Zonos experienced a critical incident on August 5, 2024 affecting Landed Cost API and International Checkout and 1 more component, lasting 2h 14m. The incident has been resolved; the full update timeline is below.
Affected components
Update timeline
- investigating Aug 05, 2024, 08:45 PM UTC
We are currently investigating database issues.
- identified Aug 05, 2024, 08:47 PM UTC
The issue has been identified and a fix is being implemented.
- monitoring Aug 05, 2024, 08:53 PM UTC
A fix has been implemented and we are monitoring the results.

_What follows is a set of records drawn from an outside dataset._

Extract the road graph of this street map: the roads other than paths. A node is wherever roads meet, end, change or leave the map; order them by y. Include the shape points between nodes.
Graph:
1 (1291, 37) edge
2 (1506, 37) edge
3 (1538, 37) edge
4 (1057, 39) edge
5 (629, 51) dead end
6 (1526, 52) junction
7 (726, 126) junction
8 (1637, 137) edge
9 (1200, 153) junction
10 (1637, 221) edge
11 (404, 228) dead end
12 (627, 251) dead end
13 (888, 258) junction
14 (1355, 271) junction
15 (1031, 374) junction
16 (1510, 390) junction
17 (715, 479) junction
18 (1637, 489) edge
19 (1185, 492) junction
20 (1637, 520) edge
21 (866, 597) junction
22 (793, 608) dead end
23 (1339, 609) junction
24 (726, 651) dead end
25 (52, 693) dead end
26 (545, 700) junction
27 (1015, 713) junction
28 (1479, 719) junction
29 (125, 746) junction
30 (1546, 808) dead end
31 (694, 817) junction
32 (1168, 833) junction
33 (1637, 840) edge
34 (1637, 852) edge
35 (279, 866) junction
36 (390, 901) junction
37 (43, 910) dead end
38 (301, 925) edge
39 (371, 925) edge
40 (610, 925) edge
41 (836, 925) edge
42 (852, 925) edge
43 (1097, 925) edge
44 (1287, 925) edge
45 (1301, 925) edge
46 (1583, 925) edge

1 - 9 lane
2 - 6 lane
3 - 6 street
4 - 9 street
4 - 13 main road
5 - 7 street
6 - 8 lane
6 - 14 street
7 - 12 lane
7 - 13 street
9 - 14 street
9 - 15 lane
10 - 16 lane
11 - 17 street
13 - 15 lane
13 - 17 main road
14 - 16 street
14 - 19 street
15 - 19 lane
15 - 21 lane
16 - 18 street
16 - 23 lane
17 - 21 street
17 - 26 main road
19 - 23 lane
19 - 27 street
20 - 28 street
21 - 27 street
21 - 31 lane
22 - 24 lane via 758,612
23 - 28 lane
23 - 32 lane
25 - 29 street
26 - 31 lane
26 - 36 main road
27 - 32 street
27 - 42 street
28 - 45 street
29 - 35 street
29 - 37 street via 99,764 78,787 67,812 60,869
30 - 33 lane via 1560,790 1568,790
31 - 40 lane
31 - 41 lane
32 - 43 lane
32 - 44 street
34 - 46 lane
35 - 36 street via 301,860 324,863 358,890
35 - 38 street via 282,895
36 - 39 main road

- resolved Aug 05, 2024, 10:46 PM UTC
This incident has been resolved.
- postmortem Aug 05, 2024, 11:10 PM UTC
**What products were affected and what was the impact?** * All non-legacy products Impact: MAJOR OUTAGE **What timeframe did this issue occur?** | | **Date** | **Time** | | --- | --- | --- | | From: | Aug 5, 2024 | 14:31 MST | | To: | Aug 5, 2024 | 14:48 MST | **How was the issue detected?** Synthetic tests began failing which notified our DevOps team. **What functionality was affected?** Queries to the database were degraded and eventually became unsuccessful. **What problems did this cause?** All non-legacy services experienced degraded performance and a brief major outage where all database queries failed. **What was the resolution of the problem and steps that are being taken for continued follow-up?** The incident was caused by storage exhaustion on one of our production database clusters. We normally have autoscaling and alerting configured on our database clusters; however, in this case the cluster was created as part of a migration, and the proper alerting was not configured. The incident was resolved by allocating additional storage capacity to the affected database cluster. **What mitigation solutions will we put in place to prevent this issue from occurring in the future?** To prevent similar incidents in the future, we are conducting a thorough audit of our infrastructure inventory. This includes reviewing system health and monitoring configurations to ensure proper alerting and maximum visibility into critical infrastructure metrics.